There was a 1969 comedy movie called If It's Tuesday, This Must Be Belgium.  A similar phrase would be, "If it's burning, this must be N. 5th St."  (I've explained it before, but to avoid confusion: The numbered streets in Columbus are the exact opposite of Manhattan's.  In Columbus, streets run north-south, avenues run east-west.)

And sure enough, a white frame duplex on N. 5th St. was on fire.  To my untrained eye, it looked like a total loss.  I've walked past it before, when headed toward OSU or anywhere else north of Weinland Park, and the doors were boarded up and the windows painted shut.  Whether this was arson or not, I have no idea.  Before I began typing this entry, I looked at The Columbus Dispatch's Website, and there was no story about it.  Fires on N. 5th St. no longer count as news.  My neighbor Rory's blog hasn't mentioned it yet, and he has had an ongoing series about Weinland Park fires.

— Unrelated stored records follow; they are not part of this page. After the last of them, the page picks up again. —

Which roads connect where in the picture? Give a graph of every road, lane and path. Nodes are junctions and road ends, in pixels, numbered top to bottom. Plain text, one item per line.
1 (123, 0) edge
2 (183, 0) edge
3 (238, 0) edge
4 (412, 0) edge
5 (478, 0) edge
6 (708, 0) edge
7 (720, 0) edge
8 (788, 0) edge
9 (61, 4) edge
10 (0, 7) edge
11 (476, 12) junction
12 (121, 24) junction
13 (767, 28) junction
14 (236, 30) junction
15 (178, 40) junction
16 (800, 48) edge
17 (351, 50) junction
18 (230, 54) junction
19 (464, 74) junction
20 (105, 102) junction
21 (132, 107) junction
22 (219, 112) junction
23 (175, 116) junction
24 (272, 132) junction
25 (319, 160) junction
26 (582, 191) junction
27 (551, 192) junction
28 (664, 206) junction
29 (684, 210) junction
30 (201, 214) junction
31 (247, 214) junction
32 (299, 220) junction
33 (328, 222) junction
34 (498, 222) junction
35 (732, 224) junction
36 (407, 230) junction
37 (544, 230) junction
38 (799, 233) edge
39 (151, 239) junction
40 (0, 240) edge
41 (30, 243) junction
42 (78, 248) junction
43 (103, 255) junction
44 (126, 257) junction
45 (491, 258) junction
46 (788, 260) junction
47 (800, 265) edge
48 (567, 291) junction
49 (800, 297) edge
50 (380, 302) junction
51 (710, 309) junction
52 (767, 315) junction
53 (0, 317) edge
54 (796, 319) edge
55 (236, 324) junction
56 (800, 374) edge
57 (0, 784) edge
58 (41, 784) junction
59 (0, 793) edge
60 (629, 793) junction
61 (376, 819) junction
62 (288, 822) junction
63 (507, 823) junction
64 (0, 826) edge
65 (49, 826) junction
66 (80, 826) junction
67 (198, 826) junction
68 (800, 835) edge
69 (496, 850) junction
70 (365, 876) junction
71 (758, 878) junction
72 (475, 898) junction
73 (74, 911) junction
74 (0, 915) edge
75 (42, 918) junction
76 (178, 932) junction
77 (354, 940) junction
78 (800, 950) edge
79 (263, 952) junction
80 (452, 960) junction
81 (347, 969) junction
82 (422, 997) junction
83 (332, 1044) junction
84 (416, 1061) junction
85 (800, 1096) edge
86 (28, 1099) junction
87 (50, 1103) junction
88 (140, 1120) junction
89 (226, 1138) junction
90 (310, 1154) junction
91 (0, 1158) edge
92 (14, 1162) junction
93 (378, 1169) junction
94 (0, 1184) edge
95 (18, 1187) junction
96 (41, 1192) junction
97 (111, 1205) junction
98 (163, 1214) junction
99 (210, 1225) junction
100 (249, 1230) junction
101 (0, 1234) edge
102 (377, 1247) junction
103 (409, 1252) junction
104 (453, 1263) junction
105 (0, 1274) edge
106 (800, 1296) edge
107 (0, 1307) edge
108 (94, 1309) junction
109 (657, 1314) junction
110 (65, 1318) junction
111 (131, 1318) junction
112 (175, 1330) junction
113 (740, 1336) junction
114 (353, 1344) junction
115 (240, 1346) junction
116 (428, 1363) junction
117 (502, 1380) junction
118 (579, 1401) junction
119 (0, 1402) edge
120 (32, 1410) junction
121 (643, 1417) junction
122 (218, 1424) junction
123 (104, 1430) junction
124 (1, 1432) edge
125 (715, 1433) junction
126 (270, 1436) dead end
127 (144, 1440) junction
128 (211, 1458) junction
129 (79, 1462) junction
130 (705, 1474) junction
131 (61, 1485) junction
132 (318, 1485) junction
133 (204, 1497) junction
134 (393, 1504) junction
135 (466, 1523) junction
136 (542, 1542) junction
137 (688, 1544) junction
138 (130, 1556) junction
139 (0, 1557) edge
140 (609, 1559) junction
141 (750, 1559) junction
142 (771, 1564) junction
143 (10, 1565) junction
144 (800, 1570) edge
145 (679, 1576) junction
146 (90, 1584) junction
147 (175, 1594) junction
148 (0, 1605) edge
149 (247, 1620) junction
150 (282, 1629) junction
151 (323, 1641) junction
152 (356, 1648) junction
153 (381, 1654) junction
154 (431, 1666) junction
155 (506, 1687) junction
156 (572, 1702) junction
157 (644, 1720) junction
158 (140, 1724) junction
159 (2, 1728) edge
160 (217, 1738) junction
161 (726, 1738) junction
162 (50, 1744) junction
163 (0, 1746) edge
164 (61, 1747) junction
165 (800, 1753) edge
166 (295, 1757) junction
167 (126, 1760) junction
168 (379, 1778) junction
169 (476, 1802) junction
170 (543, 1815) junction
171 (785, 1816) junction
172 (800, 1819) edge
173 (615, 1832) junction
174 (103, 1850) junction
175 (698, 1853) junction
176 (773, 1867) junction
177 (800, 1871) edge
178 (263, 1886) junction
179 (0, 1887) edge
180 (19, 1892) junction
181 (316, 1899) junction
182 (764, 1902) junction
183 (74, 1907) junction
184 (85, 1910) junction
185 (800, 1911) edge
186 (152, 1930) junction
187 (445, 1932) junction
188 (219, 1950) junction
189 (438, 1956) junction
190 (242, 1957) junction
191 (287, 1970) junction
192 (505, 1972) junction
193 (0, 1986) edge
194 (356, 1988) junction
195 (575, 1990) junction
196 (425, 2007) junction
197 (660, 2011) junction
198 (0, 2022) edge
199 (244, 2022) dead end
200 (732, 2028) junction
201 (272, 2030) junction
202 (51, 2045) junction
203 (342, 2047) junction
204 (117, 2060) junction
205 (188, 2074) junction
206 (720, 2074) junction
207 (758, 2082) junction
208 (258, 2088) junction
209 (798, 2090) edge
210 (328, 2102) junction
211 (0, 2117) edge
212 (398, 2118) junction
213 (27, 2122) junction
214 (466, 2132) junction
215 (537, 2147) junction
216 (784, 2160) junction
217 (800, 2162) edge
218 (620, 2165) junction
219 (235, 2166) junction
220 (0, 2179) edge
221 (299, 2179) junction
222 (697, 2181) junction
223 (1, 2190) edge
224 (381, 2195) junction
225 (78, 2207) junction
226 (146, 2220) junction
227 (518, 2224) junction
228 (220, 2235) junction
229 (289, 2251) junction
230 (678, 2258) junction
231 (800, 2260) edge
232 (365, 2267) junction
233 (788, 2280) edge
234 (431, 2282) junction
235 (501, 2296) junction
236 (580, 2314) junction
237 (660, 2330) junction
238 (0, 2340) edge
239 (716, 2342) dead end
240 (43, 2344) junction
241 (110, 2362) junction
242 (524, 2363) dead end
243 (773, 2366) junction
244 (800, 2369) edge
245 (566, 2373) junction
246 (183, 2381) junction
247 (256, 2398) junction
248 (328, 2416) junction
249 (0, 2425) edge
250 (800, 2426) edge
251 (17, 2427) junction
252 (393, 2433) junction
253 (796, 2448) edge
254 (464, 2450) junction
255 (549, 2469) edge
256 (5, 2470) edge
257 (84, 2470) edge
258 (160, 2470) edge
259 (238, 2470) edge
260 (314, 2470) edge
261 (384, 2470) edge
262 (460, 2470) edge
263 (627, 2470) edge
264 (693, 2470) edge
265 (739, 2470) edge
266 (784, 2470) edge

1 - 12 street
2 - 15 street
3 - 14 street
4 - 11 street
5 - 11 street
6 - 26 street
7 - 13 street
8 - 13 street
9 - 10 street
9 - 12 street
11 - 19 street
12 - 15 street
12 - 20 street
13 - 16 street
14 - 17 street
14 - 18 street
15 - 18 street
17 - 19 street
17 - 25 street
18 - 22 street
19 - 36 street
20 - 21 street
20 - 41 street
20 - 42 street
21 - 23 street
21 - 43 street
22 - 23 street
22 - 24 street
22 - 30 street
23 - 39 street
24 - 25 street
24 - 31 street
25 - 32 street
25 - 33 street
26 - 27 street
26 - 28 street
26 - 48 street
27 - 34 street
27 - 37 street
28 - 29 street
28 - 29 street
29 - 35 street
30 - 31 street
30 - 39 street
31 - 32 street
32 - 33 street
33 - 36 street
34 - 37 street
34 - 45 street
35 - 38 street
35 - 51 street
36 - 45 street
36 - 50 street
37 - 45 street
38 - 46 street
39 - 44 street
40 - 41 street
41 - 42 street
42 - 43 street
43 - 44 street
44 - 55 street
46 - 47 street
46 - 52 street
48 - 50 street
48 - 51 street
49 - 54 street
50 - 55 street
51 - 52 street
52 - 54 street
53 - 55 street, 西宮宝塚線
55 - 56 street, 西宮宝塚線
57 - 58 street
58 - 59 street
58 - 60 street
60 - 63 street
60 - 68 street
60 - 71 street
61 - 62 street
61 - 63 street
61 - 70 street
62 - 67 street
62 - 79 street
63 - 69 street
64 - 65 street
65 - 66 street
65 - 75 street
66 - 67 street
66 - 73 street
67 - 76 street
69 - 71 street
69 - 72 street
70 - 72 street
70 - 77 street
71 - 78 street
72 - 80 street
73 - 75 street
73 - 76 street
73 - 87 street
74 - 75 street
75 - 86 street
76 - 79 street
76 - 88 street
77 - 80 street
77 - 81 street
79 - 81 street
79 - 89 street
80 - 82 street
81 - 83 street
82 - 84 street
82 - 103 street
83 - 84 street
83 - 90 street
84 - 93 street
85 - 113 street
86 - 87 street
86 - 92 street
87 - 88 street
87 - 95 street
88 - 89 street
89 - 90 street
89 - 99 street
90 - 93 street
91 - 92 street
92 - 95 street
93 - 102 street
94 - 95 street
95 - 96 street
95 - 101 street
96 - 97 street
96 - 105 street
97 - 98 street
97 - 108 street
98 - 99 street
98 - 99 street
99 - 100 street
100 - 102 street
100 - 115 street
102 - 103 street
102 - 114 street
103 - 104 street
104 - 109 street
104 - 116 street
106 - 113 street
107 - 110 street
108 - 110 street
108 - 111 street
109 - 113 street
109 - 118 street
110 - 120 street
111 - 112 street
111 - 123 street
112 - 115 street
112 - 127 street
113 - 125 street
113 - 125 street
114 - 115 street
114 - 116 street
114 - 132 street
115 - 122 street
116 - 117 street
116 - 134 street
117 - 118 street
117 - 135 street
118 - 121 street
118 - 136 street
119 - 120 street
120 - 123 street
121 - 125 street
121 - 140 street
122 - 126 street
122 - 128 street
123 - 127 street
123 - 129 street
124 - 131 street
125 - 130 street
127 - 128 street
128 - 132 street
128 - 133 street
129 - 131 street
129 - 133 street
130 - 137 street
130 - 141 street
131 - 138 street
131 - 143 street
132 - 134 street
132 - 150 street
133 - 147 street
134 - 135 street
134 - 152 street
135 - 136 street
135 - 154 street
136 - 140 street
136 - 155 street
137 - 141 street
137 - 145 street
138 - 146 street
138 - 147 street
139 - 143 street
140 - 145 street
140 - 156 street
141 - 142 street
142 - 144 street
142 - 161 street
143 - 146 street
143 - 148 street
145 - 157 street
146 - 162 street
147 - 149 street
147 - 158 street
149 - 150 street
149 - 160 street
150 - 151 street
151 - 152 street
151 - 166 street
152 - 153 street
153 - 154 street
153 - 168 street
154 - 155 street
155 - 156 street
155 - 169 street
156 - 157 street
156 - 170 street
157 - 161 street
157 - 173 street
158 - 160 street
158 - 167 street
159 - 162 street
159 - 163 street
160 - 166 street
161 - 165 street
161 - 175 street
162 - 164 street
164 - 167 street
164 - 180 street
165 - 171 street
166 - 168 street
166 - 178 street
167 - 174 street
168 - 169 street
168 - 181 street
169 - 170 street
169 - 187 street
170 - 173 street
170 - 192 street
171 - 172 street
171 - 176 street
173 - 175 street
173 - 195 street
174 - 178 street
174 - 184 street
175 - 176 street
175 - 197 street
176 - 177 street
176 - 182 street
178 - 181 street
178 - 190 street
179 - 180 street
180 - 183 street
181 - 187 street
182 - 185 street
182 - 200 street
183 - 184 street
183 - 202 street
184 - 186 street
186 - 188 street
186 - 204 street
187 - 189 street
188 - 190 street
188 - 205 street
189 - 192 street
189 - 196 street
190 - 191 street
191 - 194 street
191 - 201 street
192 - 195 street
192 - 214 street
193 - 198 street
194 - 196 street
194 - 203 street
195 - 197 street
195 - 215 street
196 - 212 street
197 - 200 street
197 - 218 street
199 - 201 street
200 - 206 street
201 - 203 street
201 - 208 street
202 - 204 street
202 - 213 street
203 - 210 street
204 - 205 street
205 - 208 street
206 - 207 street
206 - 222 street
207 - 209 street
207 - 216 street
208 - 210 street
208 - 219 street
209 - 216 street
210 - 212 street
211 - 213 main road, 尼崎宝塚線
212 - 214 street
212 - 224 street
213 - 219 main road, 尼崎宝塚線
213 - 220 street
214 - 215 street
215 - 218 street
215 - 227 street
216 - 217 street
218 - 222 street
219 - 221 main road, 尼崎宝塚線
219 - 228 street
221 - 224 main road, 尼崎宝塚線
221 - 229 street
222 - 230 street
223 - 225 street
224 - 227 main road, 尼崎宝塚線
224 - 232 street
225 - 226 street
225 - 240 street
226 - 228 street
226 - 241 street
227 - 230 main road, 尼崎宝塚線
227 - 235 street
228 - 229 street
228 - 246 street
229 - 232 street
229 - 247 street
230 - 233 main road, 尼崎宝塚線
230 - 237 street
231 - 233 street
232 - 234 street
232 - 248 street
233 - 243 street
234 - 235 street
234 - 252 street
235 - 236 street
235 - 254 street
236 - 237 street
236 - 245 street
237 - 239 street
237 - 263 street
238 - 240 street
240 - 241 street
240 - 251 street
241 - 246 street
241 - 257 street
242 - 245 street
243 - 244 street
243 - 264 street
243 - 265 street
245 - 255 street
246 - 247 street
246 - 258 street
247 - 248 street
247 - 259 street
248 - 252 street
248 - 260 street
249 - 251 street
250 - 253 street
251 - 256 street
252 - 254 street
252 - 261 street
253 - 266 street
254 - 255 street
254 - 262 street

Weinland Park's official flag.  

Last night's fire made me more thankful than ever that we will be leaving this dismal neighborhood.  During the year it has been home, I tried to reassure myself I was living there ahead of the curve.  (I have vague memories of when the Short North was a neighborhood no sane person would venture into after dark, and now it's the trendiest neighborhood in Central Ohio.)  If anything, the neighborhood has deteriorated even further in the past year.  The drug peddling, the mugging, and the burglaries have become more brazen.

Susie wants out of Weinland Park as much as I do, and it is two weeks before we officially live in the 'Ville again.  However, she did show a naivete about the neighborhood that almost made me laugh.  I went ahead and ordered two new laptops, and asked that they be shipped c/o a friend's house--he works at home a lot, and his wife is usually home during the day.  I wondered about bringing them home to Weinland Park, and our neighbors seeing us bringing in new computers.  "We can do it while everyone is at work and school," Susie suggested.

Work?  And school?  Weinland Park residents?